### TASK
What you hand back must match the listing exactly.

┄┄┄┄┄┄┄┄┄┄┄┄┄┄┄┄┄┄┄┄

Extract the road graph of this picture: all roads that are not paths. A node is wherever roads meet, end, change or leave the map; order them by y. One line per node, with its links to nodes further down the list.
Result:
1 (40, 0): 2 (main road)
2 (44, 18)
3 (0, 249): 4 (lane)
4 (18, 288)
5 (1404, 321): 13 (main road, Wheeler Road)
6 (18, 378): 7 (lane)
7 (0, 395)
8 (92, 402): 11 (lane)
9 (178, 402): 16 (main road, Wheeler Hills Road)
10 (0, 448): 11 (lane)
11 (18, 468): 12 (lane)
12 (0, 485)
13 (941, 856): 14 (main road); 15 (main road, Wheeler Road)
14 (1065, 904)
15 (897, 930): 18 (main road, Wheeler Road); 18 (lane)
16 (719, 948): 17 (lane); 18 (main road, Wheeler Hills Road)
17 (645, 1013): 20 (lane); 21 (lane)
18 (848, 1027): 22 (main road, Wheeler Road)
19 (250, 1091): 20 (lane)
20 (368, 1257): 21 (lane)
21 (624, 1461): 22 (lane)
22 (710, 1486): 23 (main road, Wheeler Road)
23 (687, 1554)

┄┄┄┄┄┄┄┄┄┄┄┄┄┄┄┄┄┄┄┄

### EXPECTED ANSWER
Extract the road graph of this picture: all roads that are not paths. A node is wherever roads meet, end, change or leave the map; order them by y. One line per node, with its links to nodes further down the list.
Result:
1 (40, 0): 2 (main road)
2 (44, 18)
3 (0, 249): 4 (lane)
4 (18, 288)
5 (1404, 321): 13 (main road, Wheeler Road)
6 (18, 378): 7 (lane)
7 (0, 395)
8 (92, 402): 11 (lane)
9 (178, 402): 16 (main road, Wheeler Hills Road)
10 (0, 448): 11 (lane)
11 (18, 468): 12 (lane)
12 (0, 485)
13 (941, 856): 14 (main road); 15 (main road, Wheeler Road)
14 (1065, 904)
15 (897, 930): 18 (main road, Wheeler Road); 18 (lane)
16 (719, 948): 17 (lane); 18 (main road, Wheeler Hills Road)
17 (645, 1013): 20 (lane); 21 (lane)
18 (848, 1027): 22 (main road, Wheeler Road)
19 (250, 1091): 20 (lane)
20 (368, 1257): 21 (lane)
21 (624, 1461): 22 (lane)
22 (710, 1486): 23 (main road, Wheeler Road)
23 (687, 1554)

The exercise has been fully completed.